The first team to ever compete in the European Cups was ŽOK Luka Bar. Except for them, in CEV competitions, ŽOK Galeb and ŽOK Herceg Novi also participated.

Montenegrin women's volleyball teams participated in the Women's CEV Cup and CEV Women's Challenge Cup, and from the 2016-17 season in the qualifiers for the CEV Women's Champions League.

==List of matches==
Below is a list of games of all Montenegrin clubs in CEV competitions.

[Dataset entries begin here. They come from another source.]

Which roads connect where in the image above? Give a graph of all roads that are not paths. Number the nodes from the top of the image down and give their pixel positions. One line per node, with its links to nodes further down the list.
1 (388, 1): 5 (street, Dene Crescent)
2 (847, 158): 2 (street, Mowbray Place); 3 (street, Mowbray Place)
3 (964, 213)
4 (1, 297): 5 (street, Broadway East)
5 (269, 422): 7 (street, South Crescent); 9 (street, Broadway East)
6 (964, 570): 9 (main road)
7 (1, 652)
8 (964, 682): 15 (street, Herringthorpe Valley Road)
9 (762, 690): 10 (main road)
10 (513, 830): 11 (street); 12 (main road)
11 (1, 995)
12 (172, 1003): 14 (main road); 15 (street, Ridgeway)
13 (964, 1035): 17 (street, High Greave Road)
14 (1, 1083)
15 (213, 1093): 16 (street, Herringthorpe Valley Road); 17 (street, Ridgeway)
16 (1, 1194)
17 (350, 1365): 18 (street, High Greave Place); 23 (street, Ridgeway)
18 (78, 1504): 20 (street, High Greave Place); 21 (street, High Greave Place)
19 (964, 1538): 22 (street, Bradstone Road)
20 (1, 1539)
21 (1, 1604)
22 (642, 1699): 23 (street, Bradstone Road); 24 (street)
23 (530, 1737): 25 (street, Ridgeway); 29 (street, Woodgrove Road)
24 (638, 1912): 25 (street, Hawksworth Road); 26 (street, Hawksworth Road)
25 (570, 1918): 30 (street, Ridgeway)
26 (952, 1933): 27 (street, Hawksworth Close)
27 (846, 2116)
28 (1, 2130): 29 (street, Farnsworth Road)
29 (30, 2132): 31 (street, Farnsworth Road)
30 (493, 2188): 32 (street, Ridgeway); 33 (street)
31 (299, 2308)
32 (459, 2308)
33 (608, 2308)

| Season | Competition | Round | Montenegrin team | Opponent | Home | Away |
| 1998-99 | Women's CEV Cup | Round 2 | ŽOK Luka Bar | GER USC Münster | 0-3 |  |
| ŽOK Luka Bar | SWI Kanti Schaffhausen | 0-3 |  |
| ŽOK Luka Bar | LUX Volley 80 Pétange | 3-0 |  |
| 2007-08 | CEV Women's Challenge Cup | Round 1 | ŽOK Luka Bar | POL Muszynianka Muszyna | 0-3 | 0-3 |
| 2008-09 | CEV Women's Challenge Cup | Round 1 | ŽOK Luka Bar | BIH Jedinstvo Brčko | 0-3 | 0-3 |
| 2009-10 | CEV Women's Challenge Cup | Round 1 | ŽOK Luka Bar | GER Dresdner | 0-3 | 0-3 |
| 2010-11 | CEV Women's Challenge Cup | Round 1 | ŽOK Galeb Bar | SVK Senica | 2-3 | 0-3 |
| 2012-13 | CEV Women's Challenge Cup | Round 1 | ŽOK Luka Bar | CYP Apollon Limassol | 1-3 | 1-3 |
| 2016-17 | CEV Women's Champions League | Round 1 | ŽOK Luka Bar | EST Kohila VC | 2-3 | 1-3 |
| Women's CEV Cup | Round 1 | ŽOK Luka Bar | AUT VC Tirol Innsbruck | 3-1 | 1-3 |
| Round 2 | ŽOK Luka Bar | POL Budowlani Łódź | 0-3 | 0-3 |
| 2019-20 | CEV Women's Champions League | Round 1 | ŽOK Luka Bar | HUN Vasas | 0-3 | 0-3 |
| Women's CEV Cup | Round 1 | ŽOK Luka Bar | SWI Düdingen | 0-3 | 1-3 |
| 2022-23 | CEV Women's Challenge Cup | Round 1 | ŽOK Galeb | NED Sliedrecht Sport | 0-3 | 0-3 |
| Round 1 | ŽOK Herceg Novi | NOR Tromsø | 3-0 | 3-0 |
| Round 2 | ŽOK Herceg Novi | BEL Asterix Kieldrecht | 1-3 | 0-3 |
| 2023-24 | CEV Women's Champions League | Round 1 | ŽOK Herceg Novi | CRO Mladost Zagreb | 0-3 |  |
| ŽOK Herceg Novi | BIH Gacko | 3-1 |  |
| ŽOK Herceg Novi | BEL Asterix Kieldrecht | 2-3 |  |
| Women's CEV Cup | Round 1 | ŽOK Herceg Novi | FRA Levallois Paris | 0-3 | 0-3 |

==Performances by clubs==
During the overall history, three different Montenegrin clubs played in CEV competitions.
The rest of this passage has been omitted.